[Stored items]
------------------------------------
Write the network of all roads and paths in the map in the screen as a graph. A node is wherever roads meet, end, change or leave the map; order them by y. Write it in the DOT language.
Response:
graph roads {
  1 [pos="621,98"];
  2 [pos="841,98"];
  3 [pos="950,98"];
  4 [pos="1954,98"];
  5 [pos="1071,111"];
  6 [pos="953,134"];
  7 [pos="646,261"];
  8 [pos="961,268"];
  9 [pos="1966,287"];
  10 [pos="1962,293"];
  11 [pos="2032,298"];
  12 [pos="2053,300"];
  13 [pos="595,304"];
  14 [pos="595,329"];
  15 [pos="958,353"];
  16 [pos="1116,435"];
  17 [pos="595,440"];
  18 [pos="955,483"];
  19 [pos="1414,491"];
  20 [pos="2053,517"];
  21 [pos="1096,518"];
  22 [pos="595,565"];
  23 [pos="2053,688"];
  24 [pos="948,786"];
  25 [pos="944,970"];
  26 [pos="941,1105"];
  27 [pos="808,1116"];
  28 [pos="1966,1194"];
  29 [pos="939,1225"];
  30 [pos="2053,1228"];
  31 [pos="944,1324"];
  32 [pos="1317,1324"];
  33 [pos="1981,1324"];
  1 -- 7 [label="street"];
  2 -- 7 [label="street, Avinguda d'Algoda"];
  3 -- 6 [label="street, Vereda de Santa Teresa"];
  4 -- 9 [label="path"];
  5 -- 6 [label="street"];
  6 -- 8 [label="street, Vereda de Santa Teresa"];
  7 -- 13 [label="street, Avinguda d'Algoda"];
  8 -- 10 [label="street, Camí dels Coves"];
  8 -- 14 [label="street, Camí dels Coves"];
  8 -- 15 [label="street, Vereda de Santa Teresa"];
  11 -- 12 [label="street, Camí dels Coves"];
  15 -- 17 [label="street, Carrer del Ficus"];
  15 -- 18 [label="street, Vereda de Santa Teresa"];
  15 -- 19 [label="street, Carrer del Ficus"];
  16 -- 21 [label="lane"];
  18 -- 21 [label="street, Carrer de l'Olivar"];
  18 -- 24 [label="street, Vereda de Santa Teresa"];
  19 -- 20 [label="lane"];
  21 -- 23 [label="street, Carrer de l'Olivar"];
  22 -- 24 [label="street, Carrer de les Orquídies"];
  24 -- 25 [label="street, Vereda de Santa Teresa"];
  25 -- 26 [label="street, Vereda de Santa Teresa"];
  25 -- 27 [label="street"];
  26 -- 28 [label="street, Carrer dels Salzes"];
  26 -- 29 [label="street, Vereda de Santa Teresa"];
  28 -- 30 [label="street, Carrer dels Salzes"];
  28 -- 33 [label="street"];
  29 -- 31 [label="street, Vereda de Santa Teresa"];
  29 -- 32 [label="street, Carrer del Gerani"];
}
------------------------------------
Your goal
Show each line of the records above containing "Vereda".

Response to this task
  3 -- 6 [label="street, Vereda de Santa Teresa"];
  6 -- 8 [label="street, Vereda de Santa Teresa"];
  8 -- 15 [label="street, Vereda de Santa Teresa"];
  15 -- 18 [label="street, Vereda de Santa Teresa"];
  18 -- 24 [label="street, Vereda de Santa Teresa"];
  24 -- 25 [label="street, Vereda de Santa Teresa"];
  25 -- 26 [label="street, Vereda de Santa Teresa"];
  26 -- 29 [label="street, Vereda de Santa Teresa"];
  29 -- 31 [label="street, Vereda de Santa Teresa"];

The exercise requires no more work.